TSE desiste de impor regras de propaganda a sítios de internet - O Brasil tem visões bem particulares de mundo: o TSE, que antes adotava uma interpretação extremamente conservadora sobre eleições na internet, agora resolveu liberar geral: “É um espaço que não nos cabe ocupar. Deixemos os internautas em paz”, foi o que declarou Carlos Ayres Britto, presidente do tribunal.

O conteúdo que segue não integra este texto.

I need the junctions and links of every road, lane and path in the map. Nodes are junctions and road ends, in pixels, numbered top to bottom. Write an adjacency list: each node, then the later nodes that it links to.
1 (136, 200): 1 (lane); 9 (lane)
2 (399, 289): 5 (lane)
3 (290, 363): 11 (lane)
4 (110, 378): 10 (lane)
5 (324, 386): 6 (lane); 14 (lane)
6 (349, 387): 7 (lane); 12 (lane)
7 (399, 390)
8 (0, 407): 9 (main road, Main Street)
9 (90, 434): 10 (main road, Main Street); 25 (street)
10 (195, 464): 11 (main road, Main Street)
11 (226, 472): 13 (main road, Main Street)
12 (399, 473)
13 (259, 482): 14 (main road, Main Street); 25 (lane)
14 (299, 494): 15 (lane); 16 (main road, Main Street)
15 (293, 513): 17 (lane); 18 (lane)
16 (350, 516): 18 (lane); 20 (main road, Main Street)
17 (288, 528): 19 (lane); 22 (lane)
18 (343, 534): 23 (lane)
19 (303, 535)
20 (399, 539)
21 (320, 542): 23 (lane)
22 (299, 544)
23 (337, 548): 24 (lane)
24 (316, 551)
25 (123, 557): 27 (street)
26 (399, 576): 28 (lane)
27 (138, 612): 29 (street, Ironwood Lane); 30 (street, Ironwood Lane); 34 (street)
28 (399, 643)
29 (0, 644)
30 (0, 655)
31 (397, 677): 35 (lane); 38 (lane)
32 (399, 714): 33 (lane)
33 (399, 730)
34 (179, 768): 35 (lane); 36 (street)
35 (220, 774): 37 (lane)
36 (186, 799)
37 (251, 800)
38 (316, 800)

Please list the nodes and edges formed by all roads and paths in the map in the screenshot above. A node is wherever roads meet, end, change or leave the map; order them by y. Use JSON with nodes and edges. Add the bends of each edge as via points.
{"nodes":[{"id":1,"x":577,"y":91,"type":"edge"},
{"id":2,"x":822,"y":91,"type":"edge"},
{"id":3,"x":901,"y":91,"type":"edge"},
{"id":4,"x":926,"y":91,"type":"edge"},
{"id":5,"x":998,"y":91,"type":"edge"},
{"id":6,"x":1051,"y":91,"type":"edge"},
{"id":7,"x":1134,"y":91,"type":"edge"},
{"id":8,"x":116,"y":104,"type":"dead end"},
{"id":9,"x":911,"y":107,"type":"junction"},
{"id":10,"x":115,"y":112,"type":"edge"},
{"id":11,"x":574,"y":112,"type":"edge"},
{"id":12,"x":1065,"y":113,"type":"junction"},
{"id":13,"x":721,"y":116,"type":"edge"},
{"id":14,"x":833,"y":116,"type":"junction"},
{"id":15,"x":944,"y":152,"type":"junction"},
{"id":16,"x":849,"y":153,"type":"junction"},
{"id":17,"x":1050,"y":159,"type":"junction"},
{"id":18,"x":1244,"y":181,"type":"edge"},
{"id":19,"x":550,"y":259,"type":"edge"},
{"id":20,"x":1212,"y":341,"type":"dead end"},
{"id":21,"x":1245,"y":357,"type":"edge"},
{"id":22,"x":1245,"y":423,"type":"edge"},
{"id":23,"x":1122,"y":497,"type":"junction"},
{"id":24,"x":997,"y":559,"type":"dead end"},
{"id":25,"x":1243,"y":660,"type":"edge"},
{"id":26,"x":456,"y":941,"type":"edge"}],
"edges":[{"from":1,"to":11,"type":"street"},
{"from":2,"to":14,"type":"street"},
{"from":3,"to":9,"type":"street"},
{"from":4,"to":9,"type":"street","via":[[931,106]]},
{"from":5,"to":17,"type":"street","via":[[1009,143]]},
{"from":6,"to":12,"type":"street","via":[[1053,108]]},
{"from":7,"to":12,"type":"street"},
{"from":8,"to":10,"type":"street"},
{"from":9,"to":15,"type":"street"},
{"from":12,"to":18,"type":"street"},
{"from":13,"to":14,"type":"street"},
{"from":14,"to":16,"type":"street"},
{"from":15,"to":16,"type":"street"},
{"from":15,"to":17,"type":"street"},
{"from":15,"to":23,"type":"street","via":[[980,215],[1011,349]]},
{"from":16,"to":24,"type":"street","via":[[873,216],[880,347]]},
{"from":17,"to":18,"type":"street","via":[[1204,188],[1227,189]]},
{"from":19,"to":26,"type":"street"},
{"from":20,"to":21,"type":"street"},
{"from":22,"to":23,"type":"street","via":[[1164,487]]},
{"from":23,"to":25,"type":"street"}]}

O presidente comete o mesmo erro generalista dos críticos mais radicais da internet que pregam que nela tudo é ruim, que é feita por idiotas e criminosos, feia e boba, mas do ponto de vista oposto do não vamos incomodar, a web é terra de ninguém, nem mesmo da lei.

Quando deveríamos estabelecer um momento de dicussão, mesmo que seja apenas um início e que demore anos para um consenso, acabamos por encerrá-la de duas formas: ou proibimos tudo irrestritamente porque “o que não está previsto na lei, está proibido” ou abrimos geral as pernas e tudo é permitido.

Tá, ok, há a promessa de análise caso a caso que é mais que o preto e branco, há a promessa das nuances em cinza, resta ainda a esperança de que o debate nos tribunais ajude-nos a chegar a um legislação mais diretamente voltada para web, mas por enquanto, liberou geral… pode até ser divertido.